Return all of the data verbatim, dropping any picture.

Records for this task below:

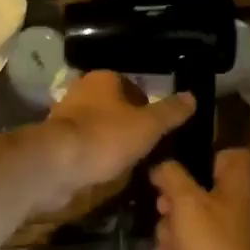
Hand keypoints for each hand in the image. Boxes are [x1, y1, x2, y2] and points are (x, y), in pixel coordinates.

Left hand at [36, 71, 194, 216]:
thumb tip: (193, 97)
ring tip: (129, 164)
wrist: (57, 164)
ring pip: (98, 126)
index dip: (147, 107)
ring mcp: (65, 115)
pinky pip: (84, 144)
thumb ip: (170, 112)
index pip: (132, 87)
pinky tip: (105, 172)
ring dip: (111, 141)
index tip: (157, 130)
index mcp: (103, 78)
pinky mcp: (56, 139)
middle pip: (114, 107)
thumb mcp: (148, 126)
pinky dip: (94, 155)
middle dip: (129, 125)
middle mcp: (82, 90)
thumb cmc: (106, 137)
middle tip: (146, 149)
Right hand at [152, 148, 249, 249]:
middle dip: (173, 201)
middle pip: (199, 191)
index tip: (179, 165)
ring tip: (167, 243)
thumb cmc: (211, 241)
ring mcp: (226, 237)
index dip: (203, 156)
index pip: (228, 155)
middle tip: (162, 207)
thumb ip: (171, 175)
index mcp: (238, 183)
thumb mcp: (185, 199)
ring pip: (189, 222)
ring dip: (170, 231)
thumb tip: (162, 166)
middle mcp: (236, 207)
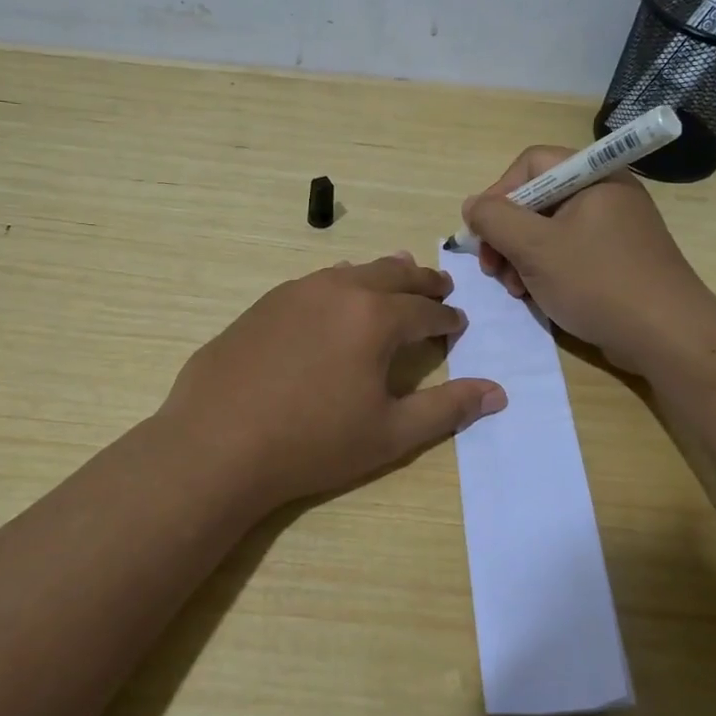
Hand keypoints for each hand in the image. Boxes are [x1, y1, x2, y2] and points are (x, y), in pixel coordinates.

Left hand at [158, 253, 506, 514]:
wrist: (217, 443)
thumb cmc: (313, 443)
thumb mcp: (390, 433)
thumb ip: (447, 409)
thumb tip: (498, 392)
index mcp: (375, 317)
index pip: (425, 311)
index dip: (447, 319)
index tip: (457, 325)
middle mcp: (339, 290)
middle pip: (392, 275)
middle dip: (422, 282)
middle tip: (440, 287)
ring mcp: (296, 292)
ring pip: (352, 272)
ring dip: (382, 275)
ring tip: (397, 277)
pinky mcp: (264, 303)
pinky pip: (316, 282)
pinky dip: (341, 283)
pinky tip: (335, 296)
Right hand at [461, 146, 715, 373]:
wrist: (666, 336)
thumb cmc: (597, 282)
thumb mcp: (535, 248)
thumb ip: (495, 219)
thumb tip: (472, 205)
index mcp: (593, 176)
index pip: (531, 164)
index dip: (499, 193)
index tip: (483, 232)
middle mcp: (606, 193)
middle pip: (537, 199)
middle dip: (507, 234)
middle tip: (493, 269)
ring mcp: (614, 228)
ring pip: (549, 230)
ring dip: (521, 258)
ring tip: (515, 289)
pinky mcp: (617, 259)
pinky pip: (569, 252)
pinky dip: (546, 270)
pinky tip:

End of Records for this task.

» Completed exercise
Hand keypoints for each hand in the image. Boxes are [x1, y1, x2, y2] and points are (x, y), in pixel coordinates.

Left hand at [36, 71, 194, 216]:
thumb tip: (193, 97)
ring tip: (129, 164)
wrist: (57, 164)
ring pip: (98, 126)
index dip: (147, 107)
ring mcp: (65, 115)
pinky pip: (84, 144)
thumb ip: (170, 112)
index pip: (132, 87)
pinky tip: (105, 172)
ring dip: (111, 141)
index tip: (157, 130)
index mcp: (103, 78)
pinky mcp: (56, 139)
middle pip: (114, 107)
thumb mcp: (148, 126)
pinky dip: (94, 155)
middle dip: (129, 125)
middle mcp: (82, 90)
thumb cmc: (106, 137)
middle tip: (146, 149)
Right hand at [152, 148, 249, 249]:
middle dip: (173, 201)
middle pip: (199, 191)
index tip: (179, 165)
ring tip: (167, 243)
thumb cmc: (211, 241)
ring mcp: (226, 237)
index dip: (203, 156)
index pip: (228, 155)
middle tip: (162, 207)
thumb ip: (171, 175)
index mcp: (238, 183)
thumb mcp: (185, 199)
ring pip: (189, 222)
ring dip: (170, 231)
thumb tip: (162, 166)
middle mcp: (236, 207)
Hand keypoints for each hand in the image. Boxes are [x1, y1, x2, y2] and points are (x, y), in pixel coordinates.

Left hand at [158, 253, 506, 514]:
wrist: (217, 443)
thumb cmc: (313, 443)
thumb mcp: (390, 433)
thumb ip: (447, 409)
thumb tip: (498, 392)
index mcp: (375, 317)
index pip: (425, 311)
index dip: (447, 319)
index tip: (457, 325)
middle mcp: (339, 290)
middle pip: (392, 275)
middle dip: (422, 282)
middle tip: (440, 287)
ring mcp: (296, 292)
ring pip: (352, 272)
ring dip: (382, 275)
ring tip: (397, 277)
pinky mcp: (264, 303)
pinky pip: (316, 282)
pinky dip: (341, 283)
pinky tip: (335, 296)
Right hand at [461, 146, 715, 373]:
wrist: (666, 336)
thumb cmc: (597, 282)
thumb mcp: (535, 248)
thumb ip: (495, 219)
thumb tip: (472, 205)
index mcp: (593, 176)
index pip: (531, 164)
index dip: (499, 193)
index tip: (483, 232)
middle mcp: (606, 193)
middle pip: (537, 199)
middle dip: (507, 234)
middle tip: (493, 269)
ring mcp: (614, 228)
ring pip: (549, 230)
ring dip: (521, 258)
ring tip: (515, 289)
pinky mcp: (617, 259)
pinky pip: (569, 252)
pinky dip: (546, 270)
pinky tip:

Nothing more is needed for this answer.